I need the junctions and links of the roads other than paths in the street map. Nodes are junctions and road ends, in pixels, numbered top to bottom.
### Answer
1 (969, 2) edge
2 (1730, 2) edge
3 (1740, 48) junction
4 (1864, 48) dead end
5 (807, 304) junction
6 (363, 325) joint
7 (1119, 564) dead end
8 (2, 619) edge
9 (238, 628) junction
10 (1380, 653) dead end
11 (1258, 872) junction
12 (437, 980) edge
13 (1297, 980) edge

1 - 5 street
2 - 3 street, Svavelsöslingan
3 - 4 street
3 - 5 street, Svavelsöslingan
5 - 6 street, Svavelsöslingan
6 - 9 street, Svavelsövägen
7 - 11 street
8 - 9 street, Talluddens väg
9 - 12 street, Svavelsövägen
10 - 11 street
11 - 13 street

**Activity:**
Please retype the entries above in full, exactly as they stand.

**Answer to the problem:**
I need the junctions and links of the roads other than paths in the street map. Nodes are junctions and road ends, in pixels, numbered top to bottom.
### Answer
1 (969, 2) edge
2 (1730, 2) edge
3 (1740, 48) junction
4 (1864, 48) dead end
5 (807, 304) junction
6 (363, 325) joint
7 (1119, 564) dead end
8 (2, 619) edge
9 (238, 628) junction
10 (1380, 653) dead end
11 (1258, 872) junction
12 (437, 980) edge
13 (1297, 980) edge

1 - 5 street
2 - 3 street, Svavelsöslingan
3 - 4 street
3 - 5 street, Svavelsöslingan
5 - 6 street, Svavelsöslingan
6 - 9 street, Svavelsövägen
7 - 11 street
8 - 9 street, Talluddens väg
9 - 12 street, Svavelsövägen
10 - 11 street
11 - 13 street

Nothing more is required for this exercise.